From the data, copy out every line in which the word "edges" appears.

^^^^

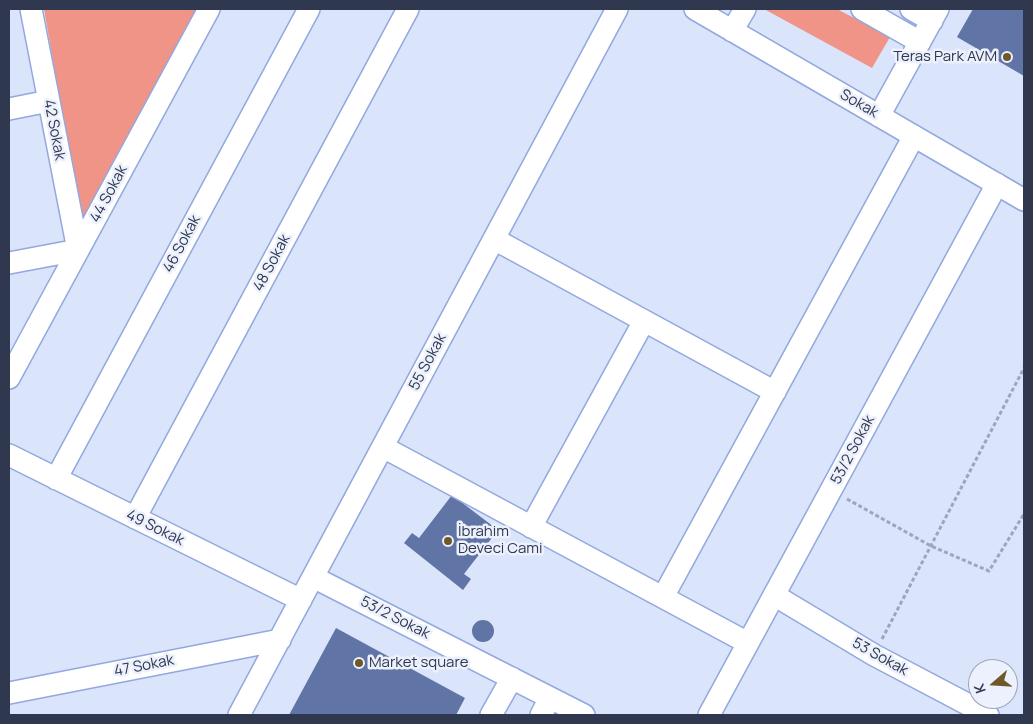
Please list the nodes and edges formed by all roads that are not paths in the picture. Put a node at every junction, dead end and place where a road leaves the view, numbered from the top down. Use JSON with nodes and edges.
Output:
{"nodes":[{"id":1,"x":31,"y":9,"type":"edge"},
{"id":2,"x":209,"y":9,"type":"edge"},
{"id":3,"x":309,"y":9,"type":"edge"},
{"id":4,"x":408,"y":9,"type":"edge"},
{"id":5,"x":617,"y":9,"type":"edge"},
{"id":6,"x":695,"y":9,"type":"edge"},
{"id":7,"x":744,"y":9,"type":"edge"},
{"id":8,"x":862,"y":9,"type":"edge"},
{"id":9,"x":911,"y":9,"type":"edge"},
{"id":10,"x":935,"y":15,"type":"edge"},
{"id":11,"x":732,"y":31,"type":"junction"},
{"id":12,"x":920,"y":42,"type":"junction"},
{"id":13,"x":49,"y":101,"type":"junction"},
{"id":14,"x":9,"y":109,"type":"edge"},
{"id":15,"x":879,"y":116,"type":"junction"},
{"id":16,"x":914,"y":136,"type":"junction"},
{"id":17,"x":997,"y":184,"type":"junction"},
{"id":18,"x":1024,"y":200,"type":"edge"},
{"id":19,"x":494,"y":239,"type":"junction"},
{"id":20,"x":78,"y":250,"type":"junction"},
{"id":21,"x":9,"y":263,"type":"edge"},
{"id":22,"x":644,"y":321,"type":"junction"},
{"id":23,"x":9,"y":378,"type":"edge"},
{"id":24,"x":775,"y":392,"type":"junction"},
{"id":25,"x":383,"y":447,"type":"junction"},
{"id":26,"x":9,"y":455,"type":"edge"},
{"id":27,"x":56,"y":479,"type":"junction"},
{"id":28,"x":135,"y":518,"type":"junction"},
{"id":29,"x":531,"y":527,"type":"junction"},
{"id":30,"x":314,"y":576,"type":"junction"},
{"id":31,"x":774,"y":595,"type":"junction"},
{"id":32,"x":663,"y":597,"type":"junction"},
{"id":33,"x":301,"y":600,"type":"junction"},
{"id":34,"x":280,"y":640,"type":"junction"},
{"id":35,"x":748,"y":643,"type":"junction"},
{"id":36,"x":512,"y":678,"type":"junction"},
{"id":37,"x":9,"y":693,"type":"edge"},
{"id":38,"x":545,"y":707,"type":"edge"},
{"id":39,"x":239,"y":715,"type":"edge"},
{"id":40,"x":491,"y":715,"type":"edge"},
{"id":41,"x":584,"y":715,"type":"edge"},
{"id":42,"x":709,"y":715,"type":"edge"},
{"id":43,"x":988,"y":715,"type":"edge"}],
"edges":[{"from":1,"to":13,"type":"street","name":"42 Sokak"},
{"from":2,"to":20,"type":"street","name":"44 Sokak"},
{"from":3,"to":27,"type":"street","name":"46 Sokak"},
{"from":4,"to":28,"type":"street","name":"48 Sokak"},
{"from":5,"to":19,"type":"street","name":"55 Sokak"},
{"from":6,"to":11,"type":"street","name":"Sokak"},
{"from":7,"to":11,"type":"street"},
{"from":8,"to":12,"type":"street"},
{"from":9,"to":10,"type":"street"},
{"from":10,"to":12,"type":"street"},
{"from":11,"to":15,"type":"street","name":"Sokak"},
{"from":12,"to":15,"type":"street"},
{"from":13,"to":14,"type":"street"},
{"from":13,"to":20,"type":"street","name":"42 Sokak"},
{"from":15,"to":16,"type":"street","name":"Sokak"},
{"from":16,"to":17,"type":"street","name":"Sokak"},
{"from":16,"to":24,"type":"street"},
{"from":17,"to":18,"type":"street","name":"Sokak"},
{"from":17,"to":31,"type":"street","name":"53/2 Sokak"},
{"from":19,"to":22,"type":"street"},
{"from":19,"to":25,"type":"street","name":"55 Sokak"},
{"from":20,"to":21,"type":"street"},
{"from":20,"to":23,"type":"street","name":"44 Sokak"},
{"from":22,"to":24,"type":"street"},
{"from":22,"to":29,"type":"street"},
{"from":24,"to":32,"type":"street"},
{"from":25,"to":29,"type":"street"},
{"from":25,"to":30,"type":"street","name":"55 Sokak"},
{"from":26,"to":27,"type":"street","name":"49 Sokak"},
{"from":27,"to":28,"type":"street","name":"49 Sokak"},
{"from":28,"to":33,"type":"street","name":"49 Sokak"},
{"from":29,"to":32,"type":"street"},
{"from":30,"to":33,"type":"street","name":"55 Sokak"},
{"from":30,"to":36,"type":"street","name":"53/2 Sokak"},
{"from":31,"to":35,"type":"street","name":"53/2 Sokak"},
{"from":31,"to":43,"type":"street","name":"53 Sokak"},
{"from":32,"to":35,"type":"street"},
{"from":33,"to":34,"type":"street","name":"55 Sokak"},
{"from":34,"to":37,"type":"street","name":"47 Sokak"},
{"from":34,"to":39,"type":"street","name":"55 Sokak"},
{"from":35,"to":42,"type":"street","name":"53/2 Sokak"},
{"from":36,"to":38,"type":"street","name":"53/2 Sokak"},
{"from":36,"to":40,"type":"street"},
{"from":38,"to":41,"type":"street","name":"53/2 Sokak"}]}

^^^^

SOLUTION FOR THIS EXERCISE:
Please list the nodes and edges formed by all roads that are not paths in the picture. Put a node at every junction, dead end and place where a road leaves the view, numbered from the top down. Use JSON with nodes and edges.
"edges":[{"from":1,"to":13,"type":"street","name":"42 Sokak"},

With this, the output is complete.